A: Yes, he is. If he does things differently, then also I wouldn't refer to that. I am not here to criticize him . . . .

Q: Do you feel Jewish extremists have been strengthened or weakened by the assassination?

A: I just met with a group of rabbis from the United States. They say, "You have to rise above your pain and unite the people." I said, "Me? I will unite the people? It is your task, your commitment, your responsibility to unite the religious people into one camp that makes sense. You have to fight the extremists. You are closer on the scene. I am very far away from this religious scene. I don't feel that I can reach them in any way. It is your duty to unite the camp and oust people who don't belong there at all." I think that a person who thinks that land is more sacred than human life, he doesn't belong in our faith at all. He should be somewhere else . . . .

I would like to think that [the extremists] are weakened . . . . But when you are talking about fanaticism, there are always those who you never change their minds. These people from Hamas who are ready to commit suicide, you think anybody influences them? They think they are sent by God. And, so the same with our fanatics, our extremists. They think that they have a messianic mission from God, [that] God believes that land is more sacred than human life. Never mind that one of our 10 Commandments is "Thou shalt not kill"--which we were always so proud of and felt that it makes us different people from the others . . . .

Q: Did you watch the video of the assassination that aired on Israeli TV?
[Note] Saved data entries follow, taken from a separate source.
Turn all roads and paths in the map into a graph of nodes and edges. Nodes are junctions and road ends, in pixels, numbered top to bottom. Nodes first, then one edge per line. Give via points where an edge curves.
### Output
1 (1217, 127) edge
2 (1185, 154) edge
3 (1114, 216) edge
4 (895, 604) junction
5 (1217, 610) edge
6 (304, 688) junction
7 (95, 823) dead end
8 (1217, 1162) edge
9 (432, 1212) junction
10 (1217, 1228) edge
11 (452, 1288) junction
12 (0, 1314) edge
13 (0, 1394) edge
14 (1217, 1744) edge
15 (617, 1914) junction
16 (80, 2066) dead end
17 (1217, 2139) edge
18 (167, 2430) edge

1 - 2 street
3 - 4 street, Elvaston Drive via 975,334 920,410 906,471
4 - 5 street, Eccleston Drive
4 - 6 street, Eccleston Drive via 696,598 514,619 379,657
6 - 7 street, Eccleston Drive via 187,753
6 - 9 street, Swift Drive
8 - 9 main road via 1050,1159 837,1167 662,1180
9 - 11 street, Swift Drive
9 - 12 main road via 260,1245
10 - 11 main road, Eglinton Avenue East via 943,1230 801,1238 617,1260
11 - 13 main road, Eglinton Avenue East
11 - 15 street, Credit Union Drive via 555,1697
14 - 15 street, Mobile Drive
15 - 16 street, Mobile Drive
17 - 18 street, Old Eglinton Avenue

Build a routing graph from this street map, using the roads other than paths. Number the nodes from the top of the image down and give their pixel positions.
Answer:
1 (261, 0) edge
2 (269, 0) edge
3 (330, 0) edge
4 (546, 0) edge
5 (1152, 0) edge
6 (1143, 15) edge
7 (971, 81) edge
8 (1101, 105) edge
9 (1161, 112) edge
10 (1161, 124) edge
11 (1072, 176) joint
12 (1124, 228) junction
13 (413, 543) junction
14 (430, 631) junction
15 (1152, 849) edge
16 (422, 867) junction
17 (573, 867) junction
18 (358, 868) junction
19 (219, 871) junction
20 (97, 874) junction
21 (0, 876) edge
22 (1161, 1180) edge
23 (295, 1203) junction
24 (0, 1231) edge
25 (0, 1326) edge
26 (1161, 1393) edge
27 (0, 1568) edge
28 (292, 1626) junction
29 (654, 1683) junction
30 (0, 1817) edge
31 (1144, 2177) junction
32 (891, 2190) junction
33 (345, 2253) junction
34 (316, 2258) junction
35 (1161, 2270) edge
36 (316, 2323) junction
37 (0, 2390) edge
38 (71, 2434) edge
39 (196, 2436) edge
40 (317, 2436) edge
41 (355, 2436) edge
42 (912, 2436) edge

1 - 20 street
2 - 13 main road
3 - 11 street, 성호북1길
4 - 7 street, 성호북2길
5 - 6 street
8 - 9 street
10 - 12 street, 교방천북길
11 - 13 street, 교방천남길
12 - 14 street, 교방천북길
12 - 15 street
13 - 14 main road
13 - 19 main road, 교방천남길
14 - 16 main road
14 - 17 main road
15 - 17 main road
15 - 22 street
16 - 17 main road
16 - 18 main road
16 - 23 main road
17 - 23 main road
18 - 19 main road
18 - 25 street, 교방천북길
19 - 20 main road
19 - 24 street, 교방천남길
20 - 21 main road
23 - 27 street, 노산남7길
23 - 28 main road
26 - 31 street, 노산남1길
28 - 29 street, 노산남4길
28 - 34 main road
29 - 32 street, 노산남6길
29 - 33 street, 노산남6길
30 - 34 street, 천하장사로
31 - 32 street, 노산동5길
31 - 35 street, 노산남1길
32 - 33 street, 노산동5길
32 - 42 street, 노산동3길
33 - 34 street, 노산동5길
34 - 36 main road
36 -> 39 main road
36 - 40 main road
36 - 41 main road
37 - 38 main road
A: No. I lived it. I was there. I saw what I will see and will stay with me like you push a button on a video and it stops the video. You keep seeing the same sight, same vision. This is the way I feel about it. I heard the bullets and I saw my husband falling and I saw the boys falling over him and then I was pulled away, told it was not for real and believing that, for a while, and I will always see that picture.